Civilization Has Outpaced Human Behavior
Humans are fairly similar to other animals in their economic decision-making, according to Villmoare. The need to have something 'now' often drives poor decisions in ways that, experimentally, are similar to what researchers see in other animals.
“This is despite the fact that you can explain the consequences of, say, purchasing consumer goods on credit to a human,” he says. “The underlying instinct easily overwhelms the 'intellectual' knowledge of the long-term cost.”
The reason for this may be tied to the fact that the rate in which human civilizations advanced far outpaced the rate in which long-held evolutionary behaviors could evolve.

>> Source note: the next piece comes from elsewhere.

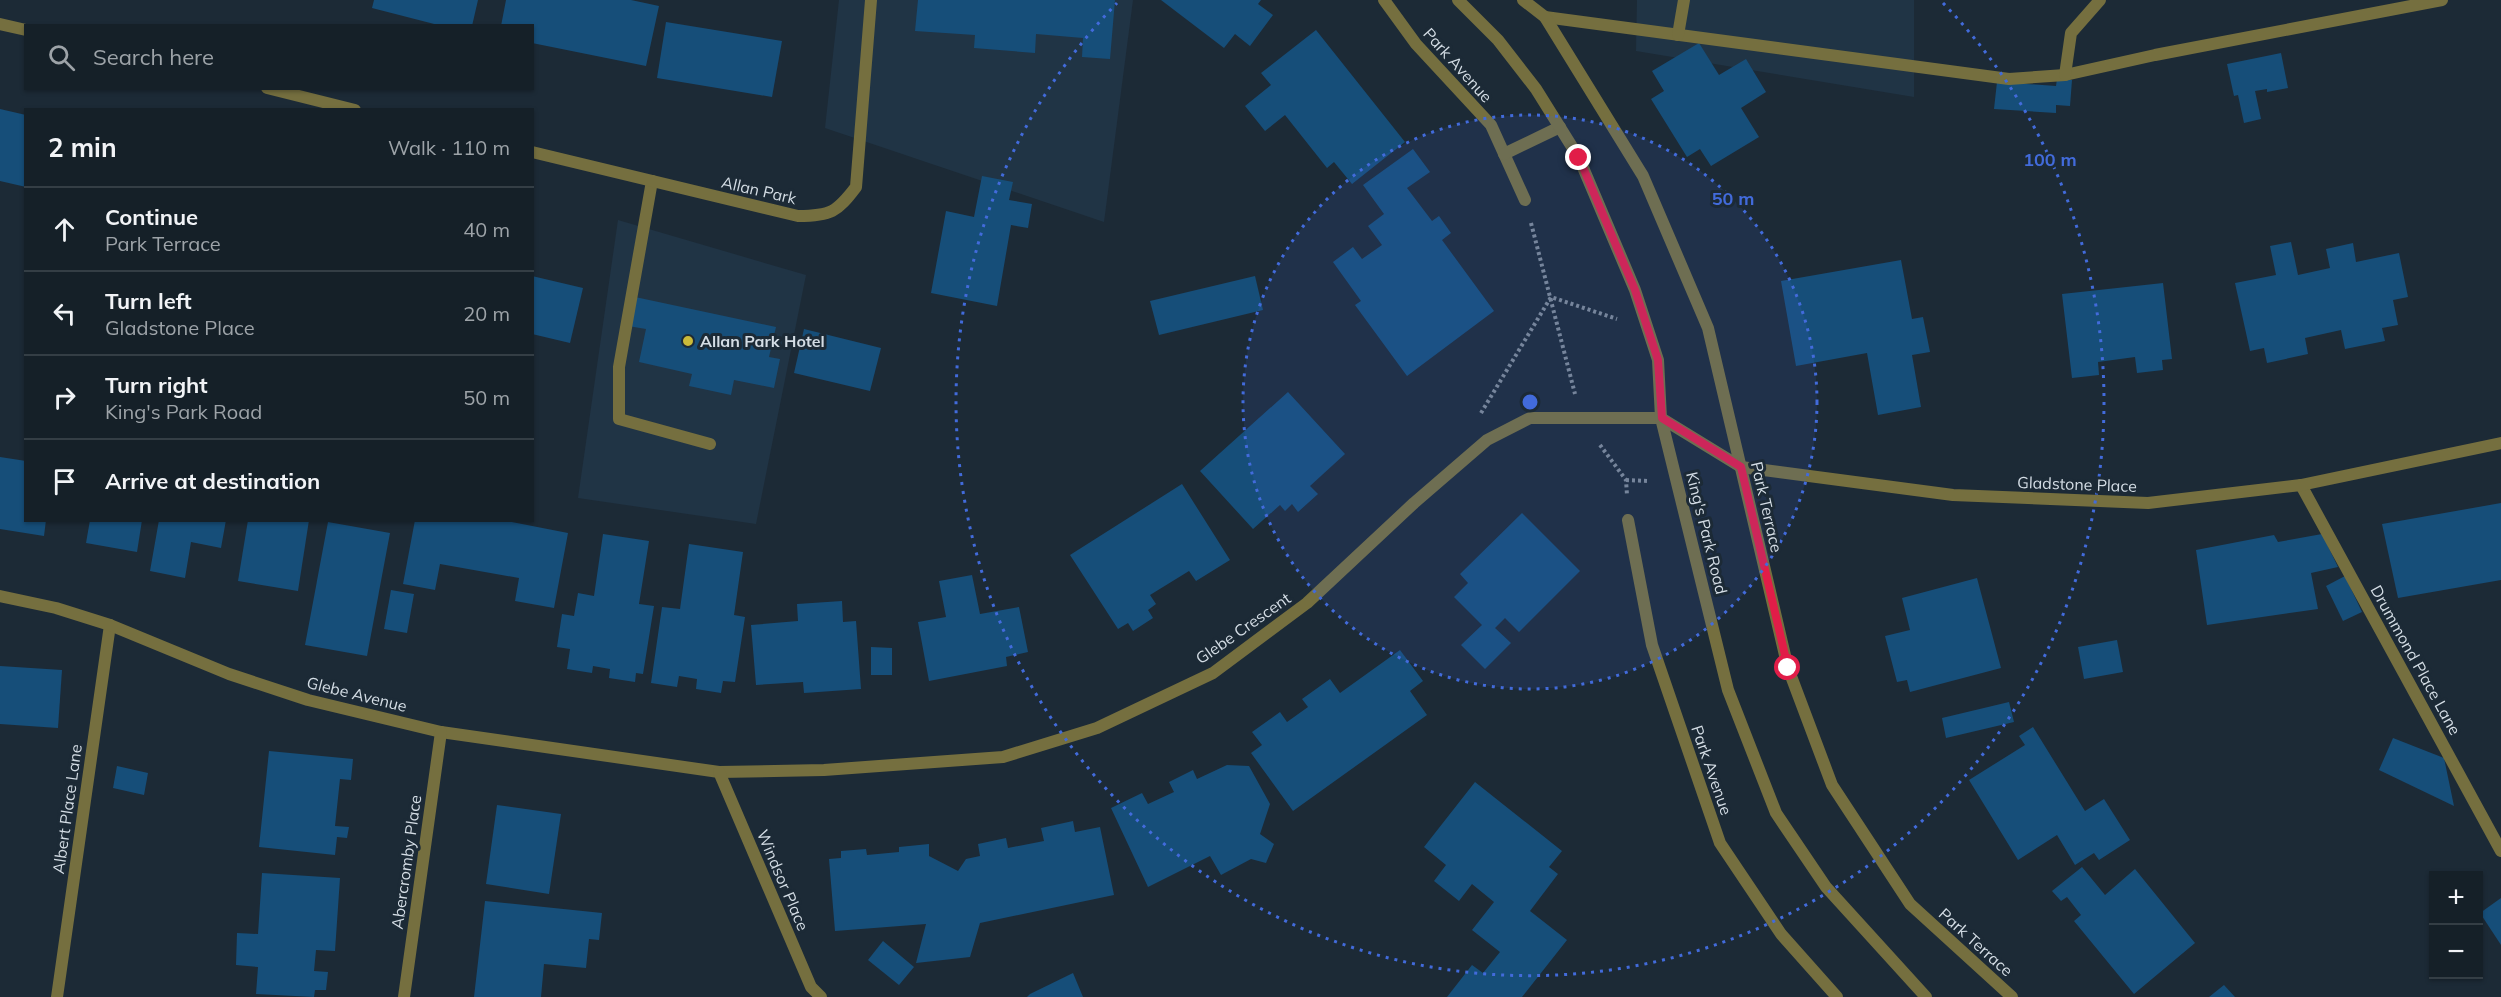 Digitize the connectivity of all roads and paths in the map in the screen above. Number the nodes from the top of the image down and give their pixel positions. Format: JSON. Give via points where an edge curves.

According to Villmoare, more than 98% of Homo sapiens’ existence pre-dated sophisticated food preservation techniques and agriculture, and it would have been difficult for nomadic foragers to predict future circumstances beyond a few weeks' time.
“It is only since the arrival of complex agricultural societies just 5,000 to 7,000 years ago that humans could make reliable 'investments' in the future for most areas of their lives,” says Villmoare. “For example, they could only store food, or, once we had invented currency, put money away for future use once we had agriculture and money-based societies.”
Study authors say that this relatively quick transition, from an evolutionary perspective, profoundly altered the ecological and social landscapes in which Homo sapiens had evolved previously.
Evolutionary Exceptions
Though the models help explain why natural selection favors lower-value short-term rewards over more optimal distant rewards, there are some exceptions.
One example referenced in the study from the animal kingdom is the western scrub-jay, which catches and stores worms for future consumption. In order to choose this behavior, authors suggest the bird must, in some sense, know that the food will be there when retrieved.
“If the scrub-jay caches food and the food is stolen, or it forgets the cache location, the result . . . would likely be negatively selected against,” study authors note. “But a cache that can be reliably accessed might enable the survival of an animal during a lean winter.”
For humans, Villmoare says the effect can also be mitigated if the cost of moving from the short-term reward to the better long-term reward is less expensive and more predictable. The key, he says, lies in making the benefits of long-term decision making more obvious.
He pointed to reproductive decision-making, “where females are more careful because the burden on a long-term investment falls to them more than to men,” says Villmoare.
He also cited more practical economic decisions, such as choosing a job — or keeping one — to maintain health insurance, and how predictability and cost can influence choices.
“For example, before the Affordable Care Act, the cost of quitting a job included the potential loss of health insurance for the entire family,” Villmoare says. “By providing a way for a worker's family to remain insured, the potential 'cost' of moving to a better job or taking the risk of opening their own business decreases.”
Publication Details
“Evolutionary origins of temporal discounting: Modeling how time and uncertainty constrain optimal decision-making strategies across taxa,” was published Nov. 12, 2024 in the journal PLOS One. In addition to Villmoare, study authors include David Klein from the University of California, San Luis Obispo; and Timothy S. McHale from California Polytechnic State University, San Luis Obispo. UNLV anthropologist Pierre Liénard (deceased) also contributed to the article before his passing in 2023.